Welche Farbkombination könnte passen auf einem Roten Hintergrund?

Gruß

Heinz


----------



## hansen (12. Oktober 2002)

Bitte antwortet schnell...


----------



## THE REAL TOOLKIT (12. Oktober 2002)

Ich verstehe echt nicht was du willst.
Sollen wir dir hier helfen um irgendeinen Auftrag abzuschliessen?(dafür kriegst du doch bestimmt Geld,also will ich 10% davon haben,dann kann ich dir helfen)
Außerdem,wenns dem Kunden gefällt ist es doch ok!
Es muss doch nicht dir gefallen.
Hauptsache der Kunde ist zufrieden und zahlt.


----------



## hansen (12. Oktober 2002)

Hi,

Also es geht hier nicht um irgendeinen bezahlten Auftrag.
Ich dachte das wäre klar, es ist ein alter Freund von mir, der die Fahrschule neu eröffnet. Um Ihn etwas unter die arme zu greiufen jetzt bei seinem neuen Start, habe ich ihm angeboten kostenlos unter die arme zu greifen, was das Logo und Webdesign anbetirfft.
Dafür erhalte ich kein Geld.

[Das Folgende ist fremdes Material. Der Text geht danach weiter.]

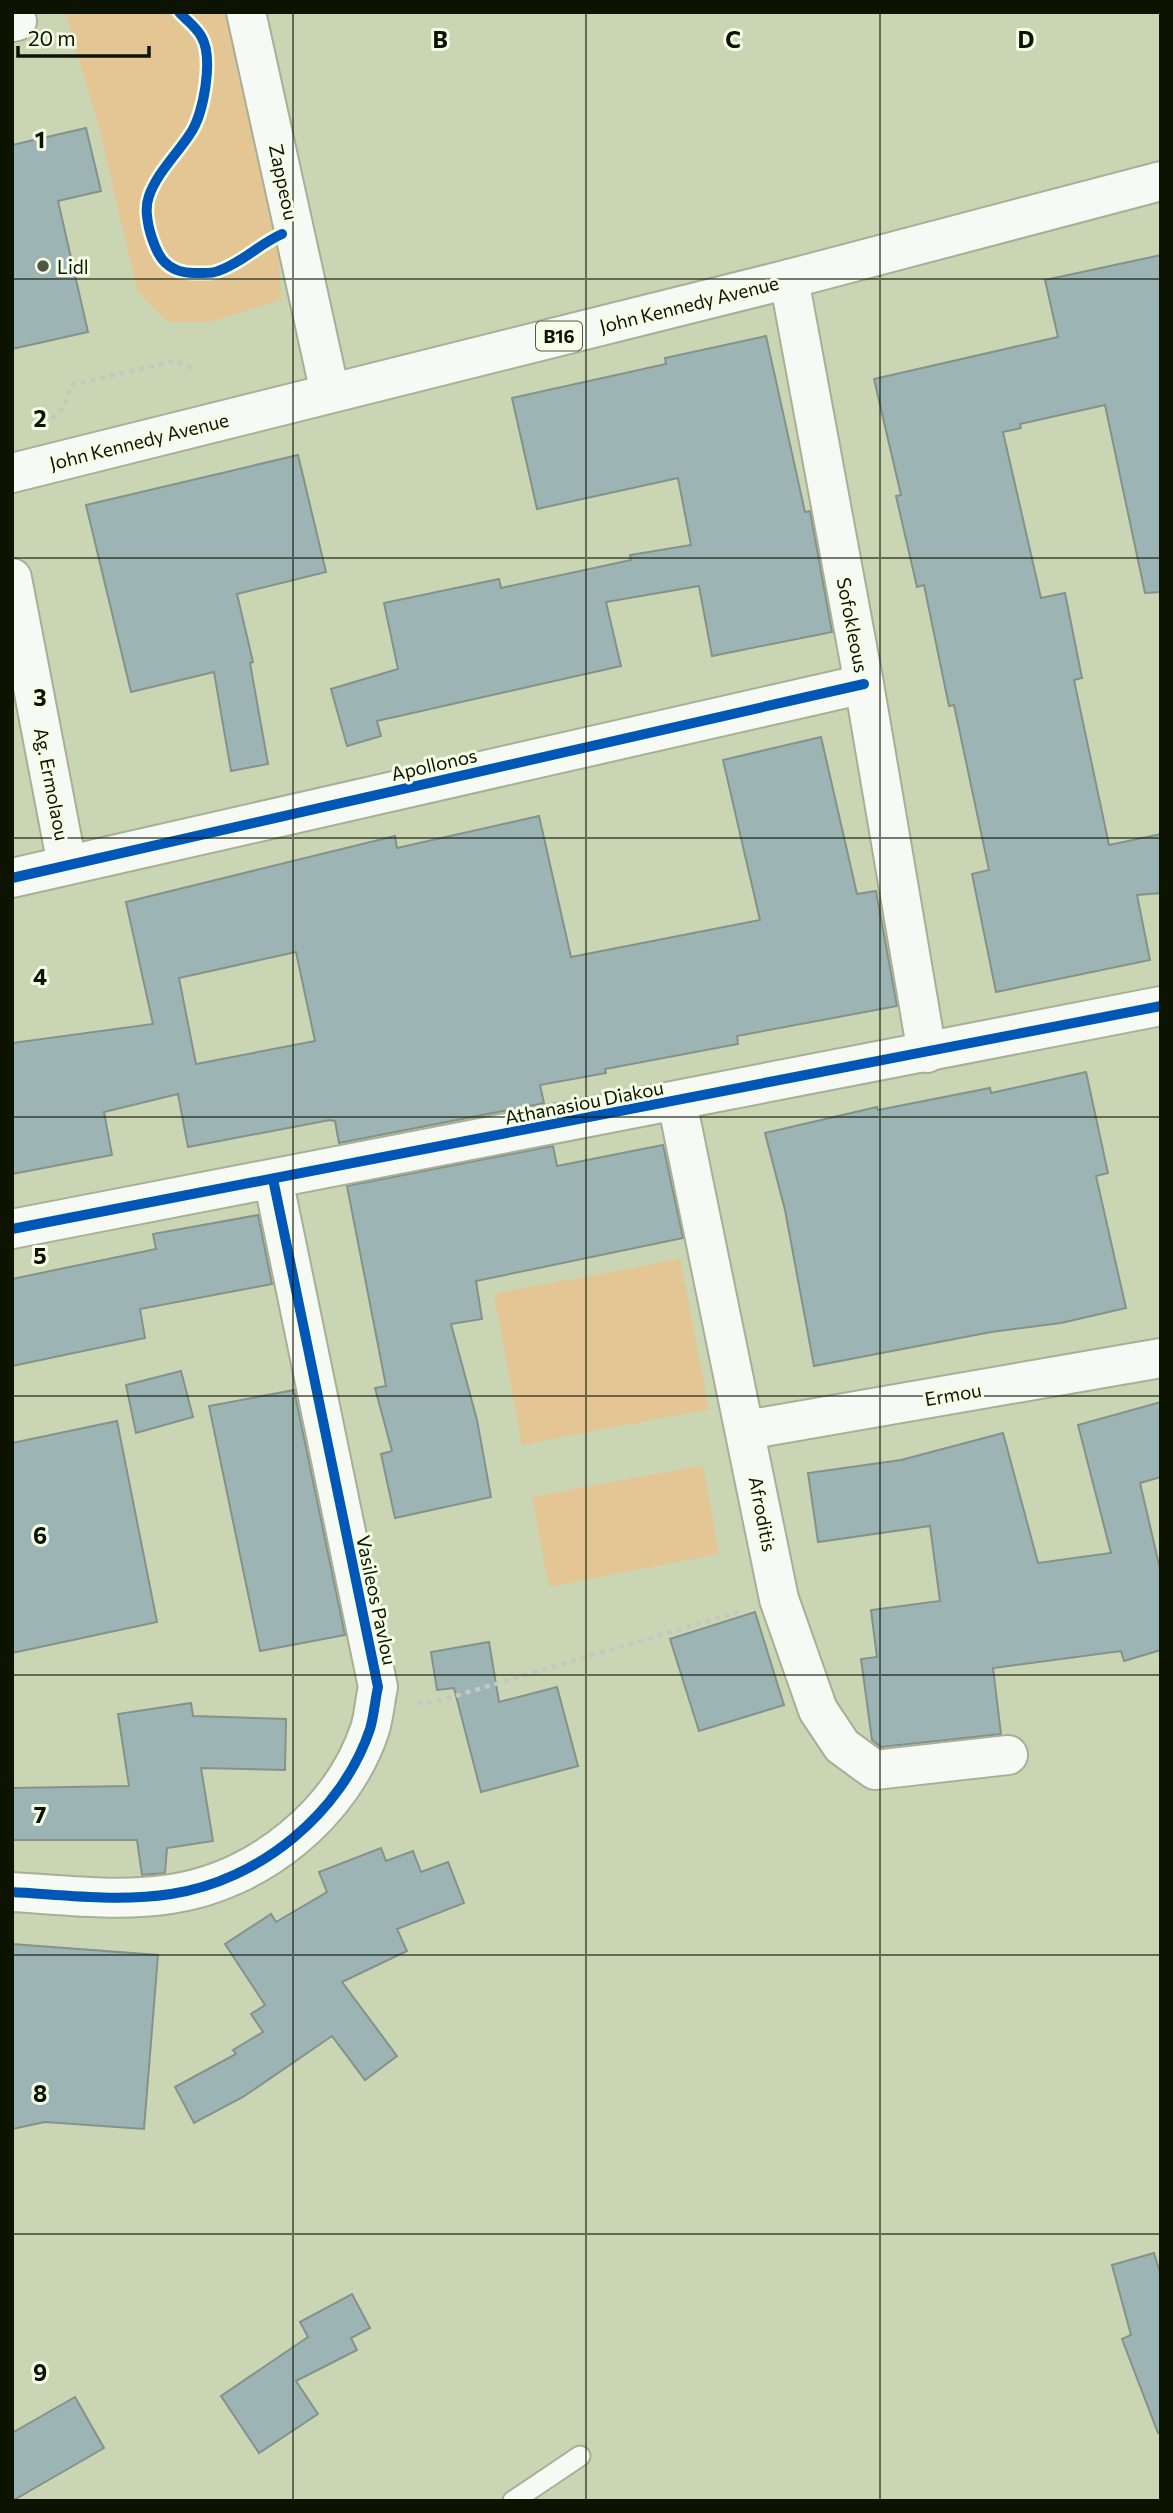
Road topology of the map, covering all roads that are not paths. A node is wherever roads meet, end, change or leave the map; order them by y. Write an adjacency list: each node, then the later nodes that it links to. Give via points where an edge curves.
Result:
1 (246, 12): 4 (street, Zappeou)
2 (1161, 181): 3 (street, John Kennedy Avenue / B16)
3 (789, 279): 4 (street, John Kennedy Avenue / B16); 7 (street, Sofokleous)
4 (330, 394): 5 (street, John Kennedy Avenue / B16)
5 (12, 473)
6 (12, 578): 8 (street, Ag. Ermolaou)
7 (864, 684): 8 (street, Apollonos); 11 (street, Sofokleous)
8 (67, 865): 9 (street, Apollonos)
9 (12, 878)
10 (1161, 1006): 11 (street, Athanasiou Diakou)
11 (927, 1054): 12 (street, Athanasiou Diakou)
12 (677, 1102): 13 (street, Athanasiou Diakou); 16 (street, Afroditis)
13 (273, 1180): 14 (street, Athanasiou Diakou); 18 (street, Vasileos Pavlou, via 378,1687 371,1727 331,1803 294,1838 243,1871 211,1885 171,1894 104,1898)
14 (12, 1228)
15 (1161, 1358): 16 (street, Ermou)
16 (746, 1430): 17 (street, Afroditis, via 779,1599 818,1710 842,1746 875,1770)
17 (1008, 1755)
18 (12, 1892)
19 (580, 2456): 20 (lane)
20 (513, 2501)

Vielleicht eine Flasche Schnapps, aber nicht mehr.

Kannst ein Glas haben! *g*

Also bitte helft mir.

Gruß Heinz


----------



## hansen (14. Oktober 2002)

Hallo,

Naja nun scheint mir hier ja niemand mehr Tipps zu geben.
Was ich eigentlich nur will, sind bewertungen von euch.
So nach dem Motto sieht gut aus, oder was man vielleicht besser machen könnte.

Solche Fragen z.B.:

- Passt die Farben zusammenstellung? Oder passen da andere besser?
  (roter Hintergrund muss bleiben)
- Wie sieht das Logo an sich aus? (Form, Inhalt)

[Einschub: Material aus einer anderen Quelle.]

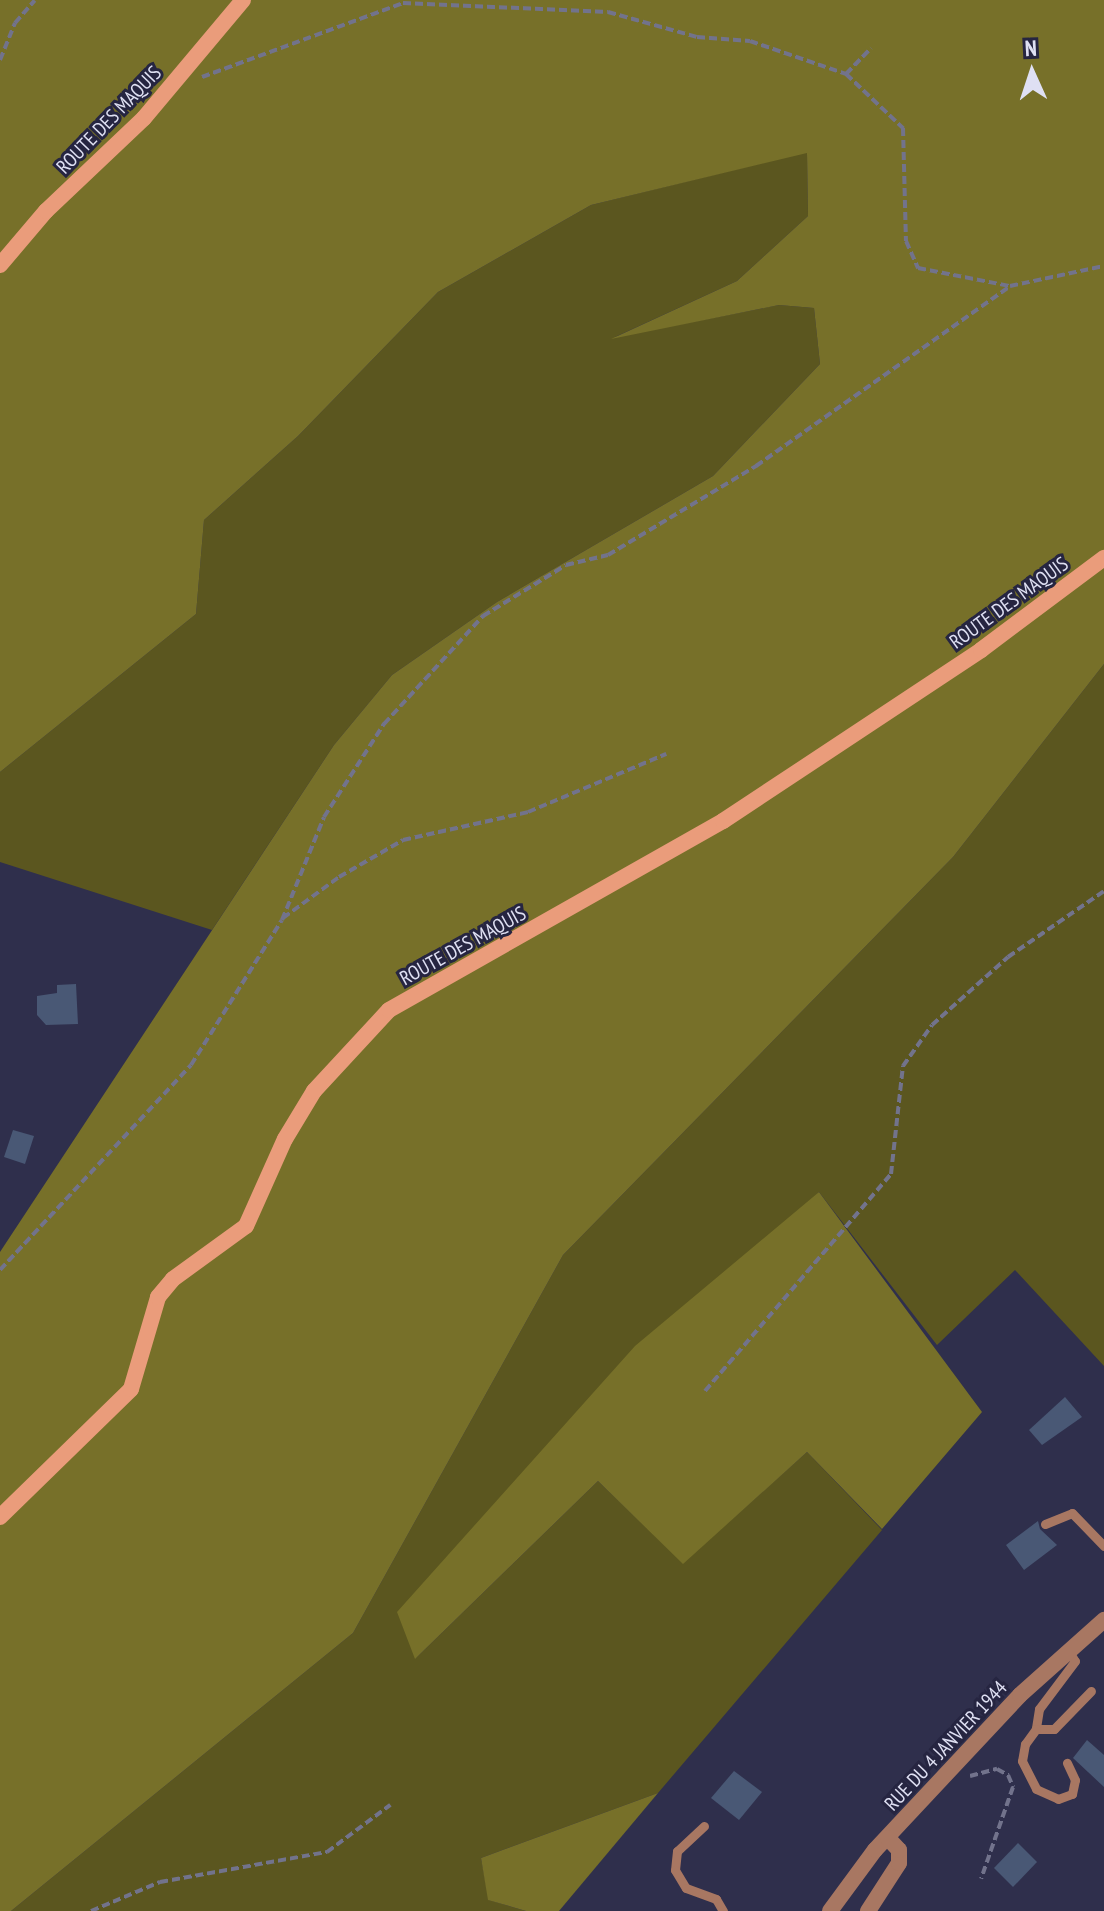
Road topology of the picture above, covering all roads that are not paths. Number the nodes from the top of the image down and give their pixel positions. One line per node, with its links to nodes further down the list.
1 (243, 0): 2 (street, ROUTE DES MAQUIS)
2 (0, 265)
3 (1104, 558): 4 (street, ROUTE DES MAQUIS)
4 (0, 1517)
5 (1045, 1524): 6 (lane)
6 (1104, 1546)
7 (1104, 1620): 8 (street, RUE DU 4 JANVIER 1944)
8 (1068, 1650): 10 (lane); 13 (street, RUE DU 4 JANVIER 1944)
9 (1091, 1691): 10 (lane)
10 (1036, 1729): 11 (lane)
11 (1067, 1763)
12 (704, 1826): 14 (lane)
13 (888, 1838): 15 (street, RUE DU 4 JANVIER 1944); 16 (street)
14 (723, 1911)
15 (830, 1911)
16 (868, 1911)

Naja halt solche Sachen...

Gruß

Heinz


----------



## Psyclic (14. Oktober 2002)

jo also an und für sich ist es OK
allerdings passt nun speziell dieses blau absolut NICHT zu rot, auch nicht durch den gelben rand...
mach es heller oder nimm als einheitsfarbe gelb oder so...
irgendwas kontrastreiches


----------



## hansen (14. Oktober 2002)

HI,

Echt nettg, das du so schnell geantwortet hast.
Also ich habe das irgendwie schon versucht, doch mir gefällt das Blau und Gelb auch nicht.

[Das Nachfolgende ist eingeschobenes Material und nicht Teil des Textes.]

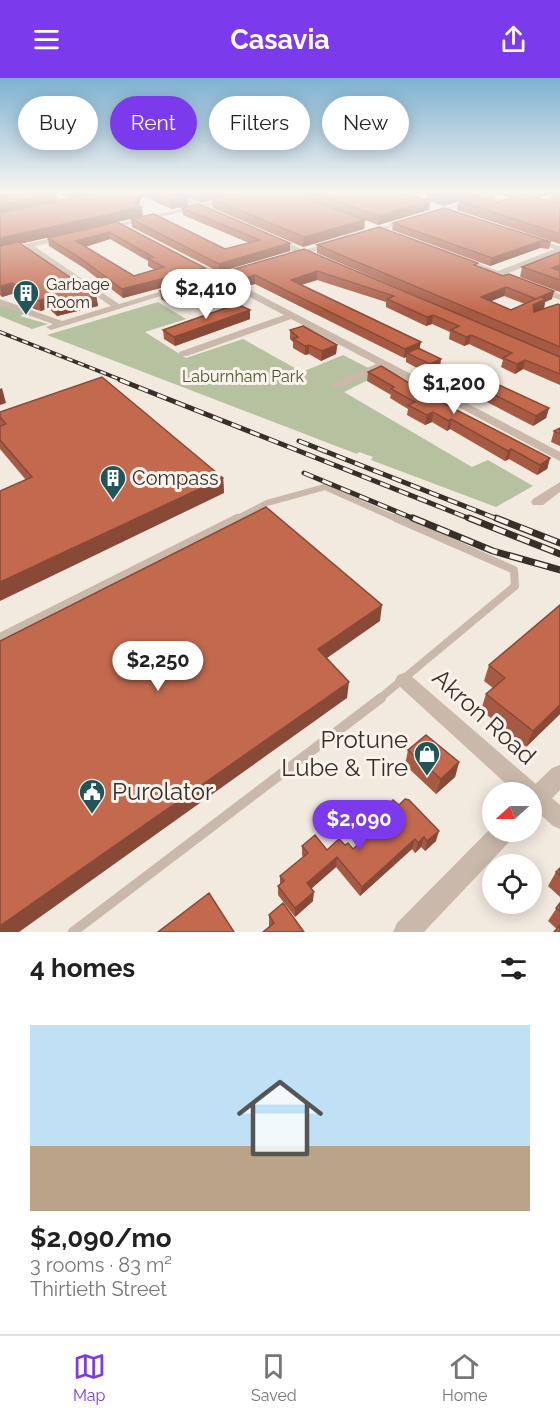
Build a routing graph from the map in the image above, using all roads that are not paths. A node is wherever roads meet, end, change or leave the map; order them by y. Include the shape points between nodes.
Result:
1 (259, 232) edge
2 (369, 232) edge
3 (385, 232) edge
4 (73, 235) edge
5 (393, 235) edge
6 (356, 236) edge
7 (526, 237) edge
8 (346, 239) edge
9 (28, 246) junction
10 (560, 249) edge
11 (0, 252) edge
12 (303, 252) junction
13 (456, 258) edge
14 (184, 259) edge
15 (282, 259) edge
16 (329, 263) edge
17 (498, 274) junction
18 (187, 287) edge
19 (560, 297) edge
20 (0, 302) edge
21 (118, 307) junction
22 (291, 316) junction
23 (63, 324) junction
24 (51, 327) dead end
25 (183, 354) dead end
26 (384, 364) junction
27 (335, 386) dead end
28 (560, 457) edge
29 (559, 488) edge
30 (538, 502) dead end
31 (0, 637) edge
32 (404, 680) junction
33 (560, 775) edge
34 (517, 782) edge
35 (542, 788) edge
36 (542, 804) edge
37 (560, 819) edge
38 (493, 842) edge
39 (73, 932) edge
40 (405, 932) edge

1 - 12 street
2 - 6 street
3 - 5 street
4 - 9 street
7 - 10 street
8 - 12 street
9 - 11 street
9 - 21 street
10 - 17 street
12 - 15 street
12 - 16 street
13 - 17 street
14 - 22 street
17 - 19 street
18 - 21 street
20 - 23 street
21 - 23 street
22 - 25 street
22 - 26 street
23 - 24 street
26 - 27 street
26 - 28 street
29 - 30 street
31 - 32 lane via 267,503 325,487 514,570 515,586
32 - 34 street, Akron Road
32 - 39 lane
33 - 35 street
36 - 37 street, Akron Road
38 - 40 street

Dieser Pfeil muss hervorstechen.
Das ist das erkennungsmerkmal des Logos.
Und wenn ich das Heller machen, dann fellt es nicht so auf.

Könntest du vielleicht mal versuchen da eine passende Farbkombination rein zubekommen?

Ich stelle mal das neue Logo zum DOWNLOAd auf meinen Server.

Logo Download Link 

Danke

Heinz


----------